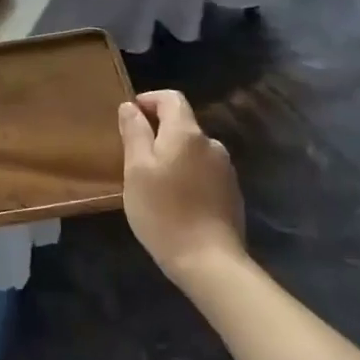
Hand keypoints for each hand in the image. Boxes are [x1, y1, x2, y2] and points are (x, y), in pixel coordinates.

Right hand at [117, 90, 246, 285]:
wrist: (208, 261)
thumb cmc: (163, 211)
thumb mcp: (136, 170)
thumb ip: (134, 133)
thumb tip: (130, 106)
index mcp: (187, 133)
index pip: (171, 98)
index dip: (148, 100)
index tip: (128, 118)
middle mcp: (211, 144)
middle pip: (182, 124)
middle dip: (157, 131)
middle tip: (133, 156)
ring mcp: (225, 169)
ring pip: (192, 149)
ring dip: (172, 155)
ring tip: (152, 181)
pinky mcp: (231, 192)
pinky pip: (203, 171)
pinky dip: (186, 174)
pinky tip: (175, 199)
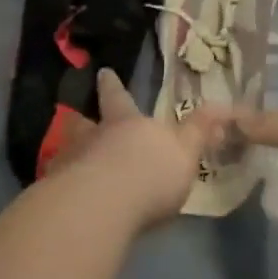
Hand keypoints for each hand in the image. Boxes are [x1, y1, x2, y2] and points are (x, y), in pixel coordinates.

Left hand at [43, 69, 231, 230]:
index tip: (104, 72)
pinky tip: (64, 200)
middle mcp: (93, 137)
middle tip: (80, 120)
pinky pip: (57, 185)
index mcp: (126, 123)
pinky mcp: (55, 194)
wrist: (102, 206)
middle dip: (84, 122)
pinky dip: (61, 188)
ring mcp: (69, 163)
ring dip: (71, 154)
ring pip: (68, 151)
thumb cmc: (149, 174)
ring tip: (70, 162)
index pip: (119, 98)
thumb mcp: (185, 151)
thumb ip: (199, 131)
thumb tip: (222, 105)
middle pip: (85, 123)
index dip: (113, 86)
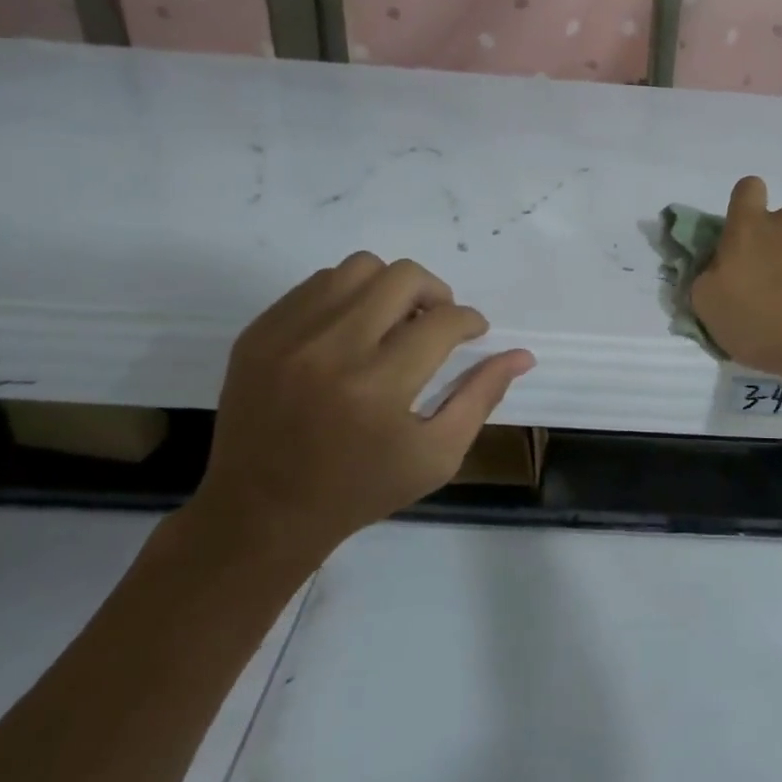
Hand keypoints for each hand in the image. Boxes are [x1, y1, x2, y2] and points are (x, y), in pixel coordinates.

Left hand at [190, 254, 534, 569]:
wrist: (260, 513)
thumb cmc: (361, 489)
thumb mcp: (437, 455)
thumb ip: (482, 397)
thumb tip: (522, 355)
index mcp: (379, 387)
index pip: (443, 321)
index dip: (470, 321)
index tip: (472, 334)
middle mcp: (332, 350)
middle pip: (403, 277)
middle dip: (435, 294)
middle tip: (436, 323)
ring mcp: (288, 336)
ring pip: (359, 268)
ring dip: (390, 288)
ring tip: (393, 321)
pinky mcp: (259, 333)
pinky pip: (317, 284)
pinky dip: (347, 297)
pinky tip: (352, 330)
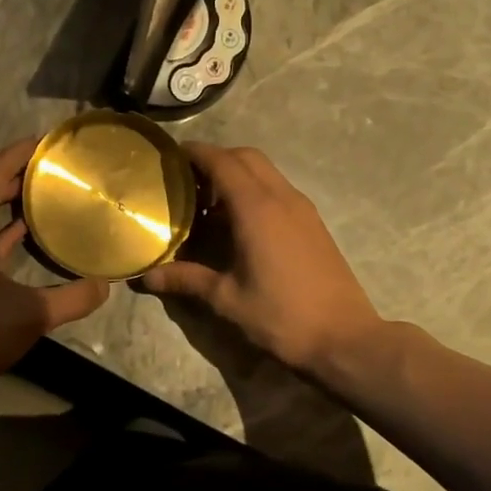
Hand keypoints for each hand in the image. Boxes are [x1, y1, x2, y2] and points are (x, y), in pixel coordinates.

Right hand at [142, 144, 380, 373]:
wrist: (343, 338)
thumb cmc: (281, 316)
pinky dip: (255, 190)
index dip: (196, 153)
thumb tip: (146, 277)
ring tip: (209, 202)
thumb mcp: (226, 299)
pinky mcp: (314, 223)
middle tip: (188, 180)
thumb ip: (186, 279)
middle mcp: (282, 198)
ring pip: (266, 172)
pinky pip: (279, 190)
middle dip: (216, 158)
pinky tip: (240, 223)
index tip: (171, 155)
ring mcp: (302, 209)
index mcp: (257, 209)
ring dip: (238, 174)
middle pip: (247, 157)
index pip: (223, 162)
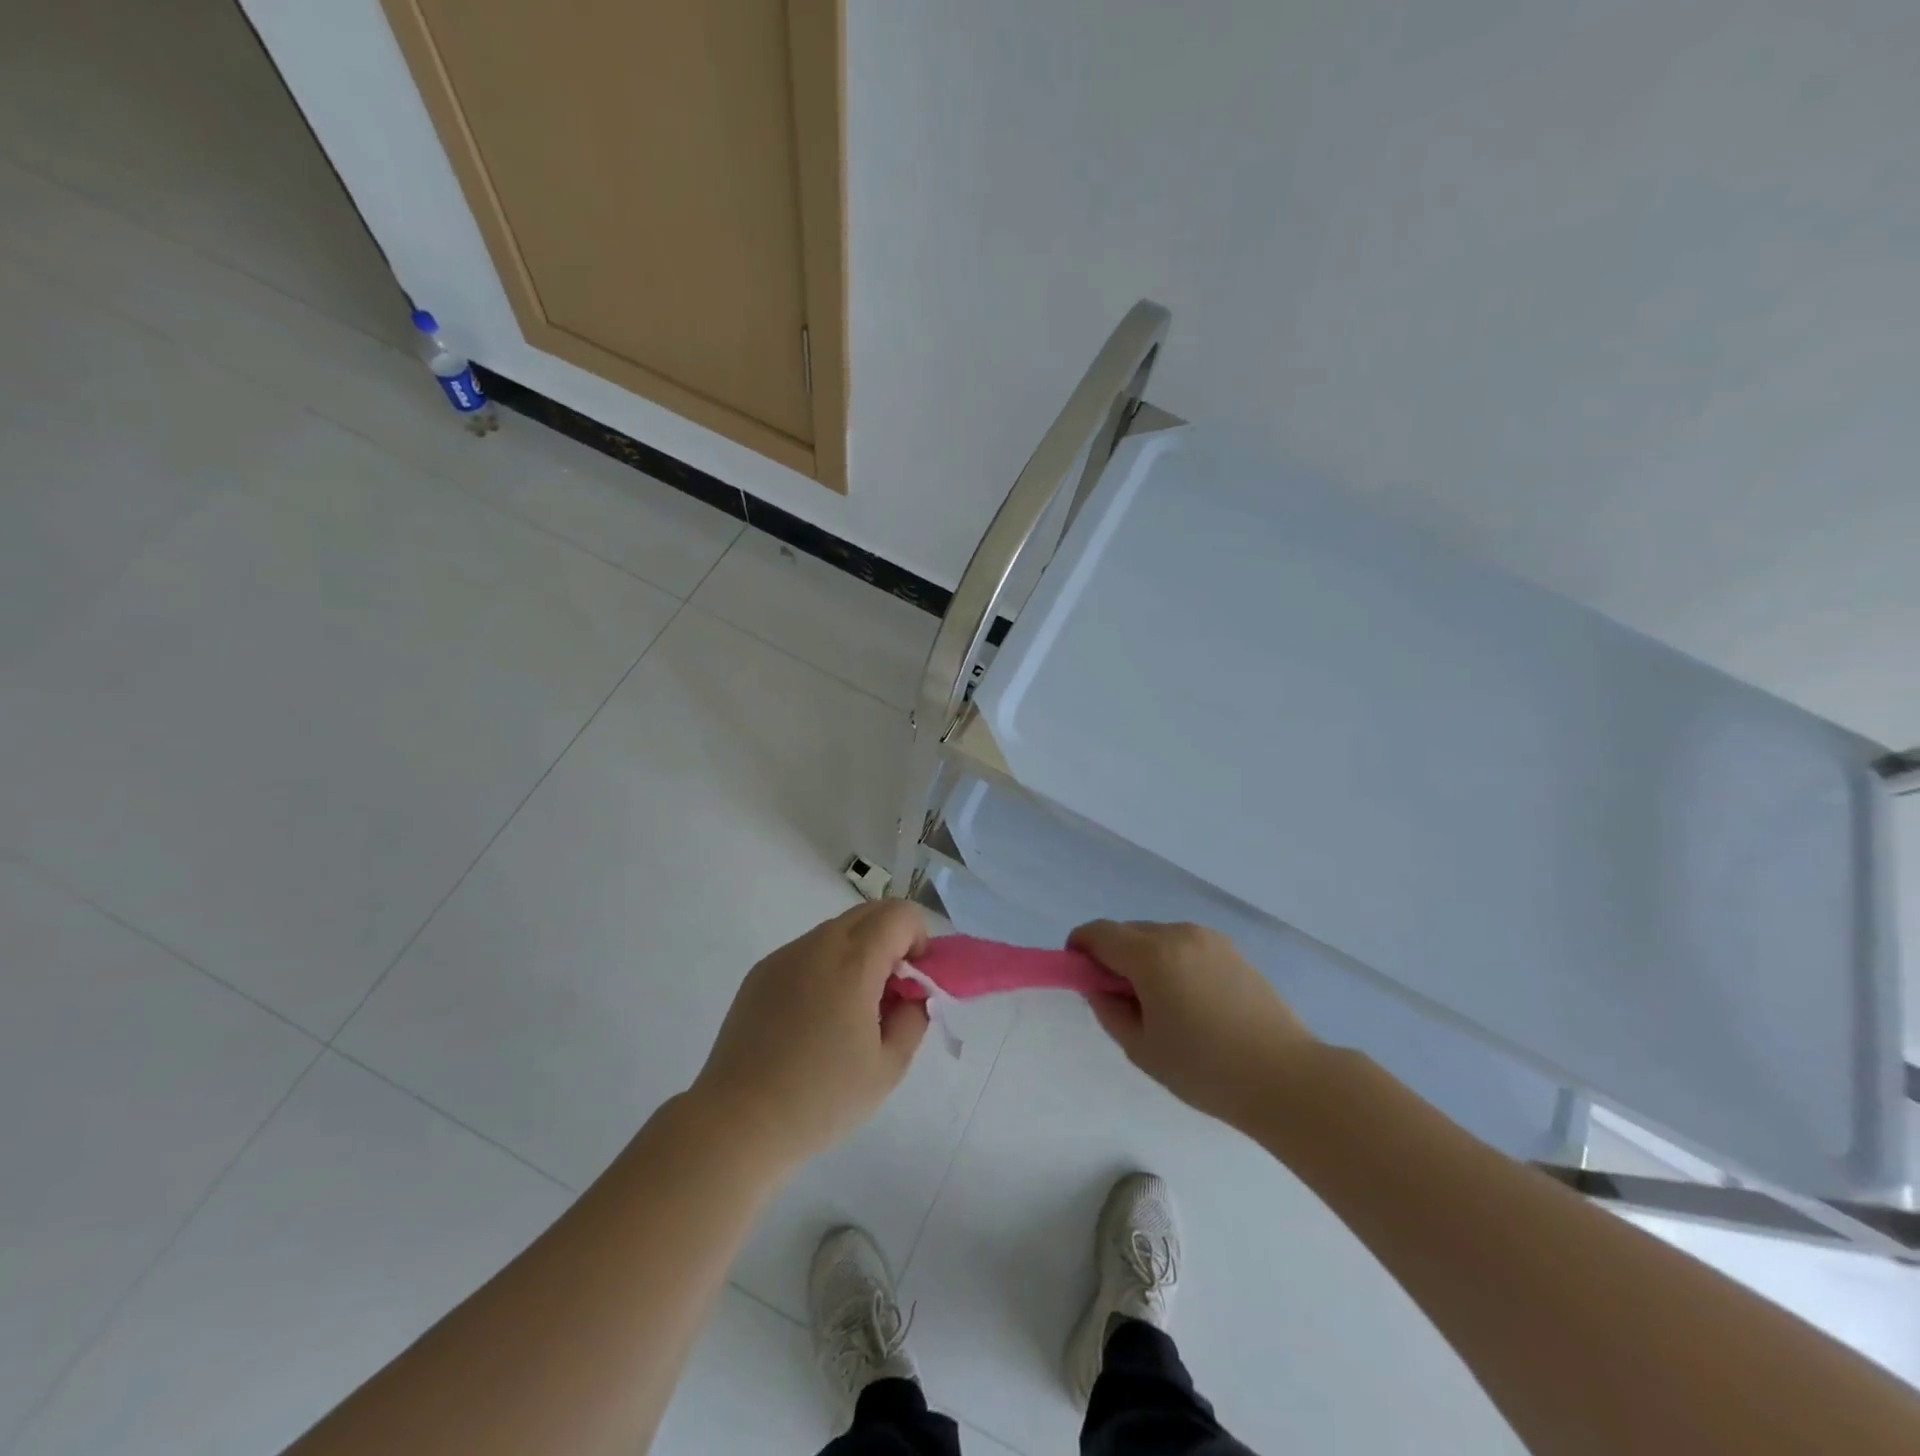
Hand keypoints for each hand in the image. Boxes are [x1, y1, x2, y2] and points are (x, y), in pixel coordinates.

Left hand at [691, 900, 929, 1171]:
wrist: (738, 1123)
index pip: (899, 914)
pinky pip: (807, 952)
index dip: (919, 938)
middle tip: (891, 992)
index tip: (915, 981)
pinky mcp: (760, 973)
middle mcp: (817, 945)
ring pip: (837, 931)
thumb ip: (913, 1018)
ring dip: (859, 952)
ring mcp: (784, 956)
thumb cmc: (821, 1099)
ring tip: (852, 1010)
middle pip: (869, 913)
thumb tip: (912, 994)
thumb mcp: (889, 1067)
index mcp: (852, 962)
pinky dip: (827, 966)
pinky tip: (816, 1018)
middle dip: (892, 941)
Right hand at [1071, 920, 1315, 1129]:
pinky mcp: (1233, 950)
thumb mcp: (1142, 1048)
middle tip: (1122, 1001)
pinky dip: (1174, 962)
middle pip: (1128, 932)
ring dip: (1145, 959)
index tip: (1080, 976)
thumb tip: (1099, 986)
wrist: (1287, 1079)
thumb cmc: (1207, 1069)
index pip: (1099, 933)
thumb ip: (1109, 1010)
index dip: (1080, 949)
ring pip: (1158, 937)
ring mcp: (1210, 939)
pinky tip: (1192, 1003)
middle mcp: (1179, 934)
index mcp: (1152, 955)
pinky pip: (1186, 946)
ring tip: (1162, 1007)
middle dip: (1114, 957)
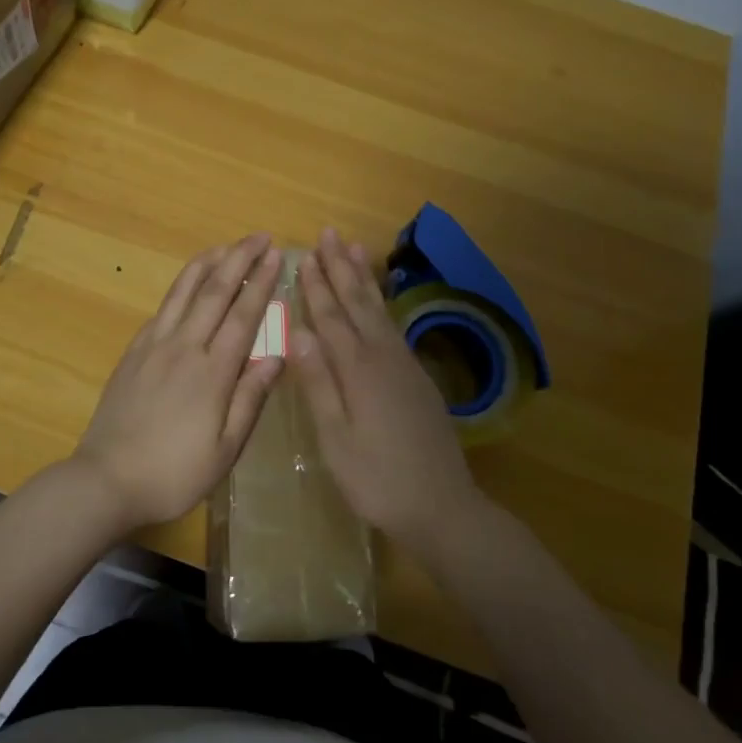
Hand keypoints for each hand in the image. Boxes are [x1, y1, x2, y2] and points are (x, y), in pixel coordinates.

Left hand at [70, 234, 284, 531]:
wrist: (106, 479)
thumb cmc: (173, 473)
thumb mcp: (224, 449)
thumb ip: (250, 398)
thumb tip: (276, 357)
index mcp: (212, 372)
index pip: (243, 315)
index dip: (261, 282)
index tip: (276, 256)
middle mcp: (183, 347)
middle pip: (214, 291)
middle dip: (238, 259)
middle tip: (258, 237)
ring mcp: (153, 346)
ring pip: (183, 292)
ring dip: (206, 263)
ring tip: (225, 246)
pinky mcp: (133, 352)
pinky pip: (162, 309)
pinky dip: (179, 288)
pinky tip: (188, 285)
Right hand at [295, 228, 484, 551]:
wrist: (443, 508)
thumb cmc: (378, 479)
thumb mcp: (336, 439)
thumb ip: (318, 383)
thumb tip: (298, 331)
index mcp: (359, 371)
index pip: (331, 318)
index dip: (316, 287)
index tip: (303, 255)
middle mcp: (384, 358)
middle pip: (358, 304)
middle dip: (340, 268)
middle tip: (328, 234)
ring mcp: (405, 366)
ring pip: (379, 311)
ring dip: (363, 278)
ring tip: (353, 248)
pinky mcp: (418, 379)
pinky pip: (393, 326)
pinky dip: (381, 303)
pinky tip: (377, 300)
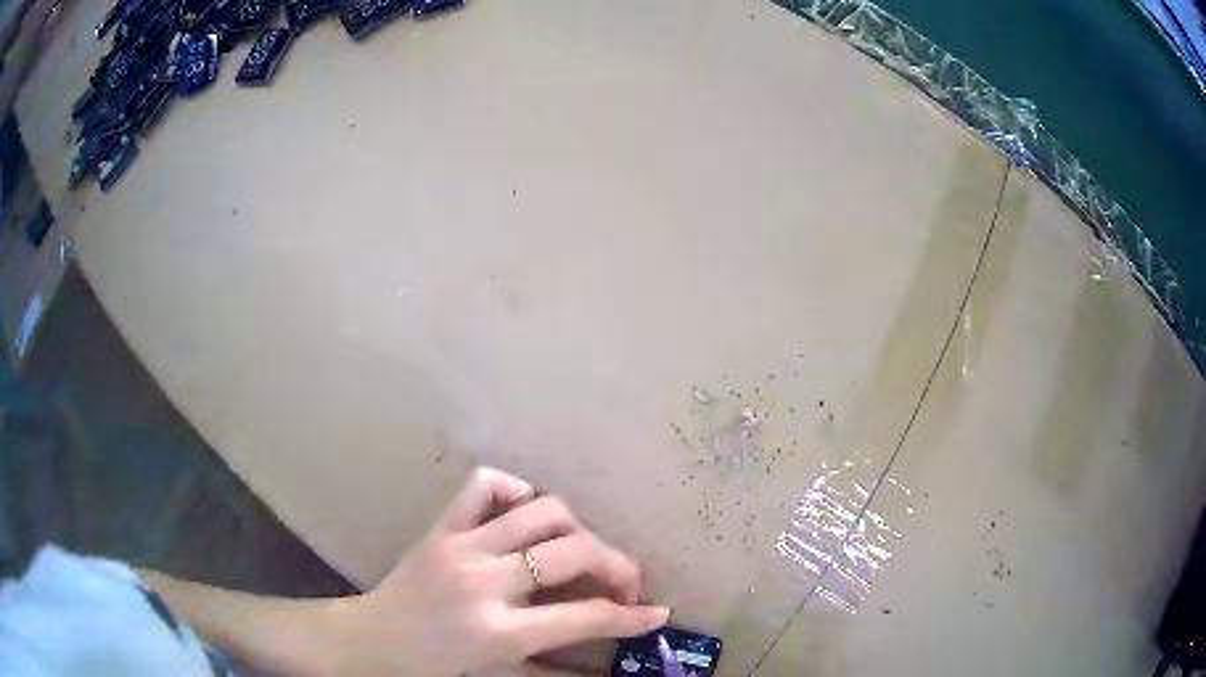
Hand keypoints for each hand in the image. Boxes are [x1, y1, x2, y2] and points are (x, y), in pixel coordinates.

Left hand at [327, 468, 669, 675]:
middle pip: (573, 553)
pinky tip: (526, 514)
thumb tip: (605, 671)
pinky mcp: (439, 528)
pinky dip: (514, 489)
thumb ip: (554, 672)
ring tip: (582, 551)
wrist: (364, 644)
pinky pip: (482, 484)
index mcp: (496, 632)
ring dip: (577, 528)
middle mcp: (483, 583)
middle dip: (617, 565)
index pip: (584, 618)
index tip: (657, 613)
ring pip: (540, 511)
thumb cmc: (430, 669)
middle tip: (625, 582)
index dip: (631, 616)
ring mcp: (459, 547)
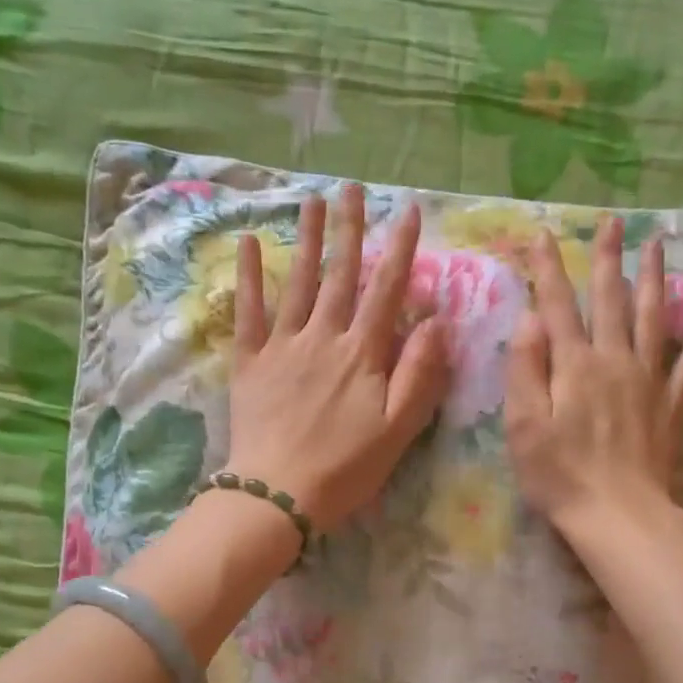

○ ○ ○ ○ ○ ○ ○

### WORK ORDER:
Taking the entries above, restate exactly those lines that fall between the line with "thumb cmc: (173, 473)" and the line with "middle mcp: (384, 358)", keeping both of those lines too.

### COMPLETED TASK:
thumb cmc: (173, 473)
thumb mcp: (224, 449)
thumb ip: (250, 398)
thumb tip: (276, 357)
index mcp: (212, 372)
index pip: (243, 315)
index dip: (261, 282)
index tip: (276, 256)
middle mcp: (183, 347)
middle pip: (214, 291)
middle dip: (238, 259)
middle tip: (258, 237)
ring mcp: (153, 346)
ring pip: (183, 292)
ring dip: (206, 263)
ring tip: (225, 246)
pinky mcp: (133, 352)
pinky pip: (162, 309)
pinky dip: (179, 288)
pinky tip: (188, 285)
Right hand at [295, 228, 484, 551]:
wrist: (443, 508)
thumb cmc: (378, 479)
thumb mcp: (336, 439)
thumb ip: (318, 383)
thumb tip: (298, 331)
index mcp: (359, 371)
index pip: (331, 318)
index dip: (316, 287)
index tip: (303, 255)
middle mcp: (384, 358)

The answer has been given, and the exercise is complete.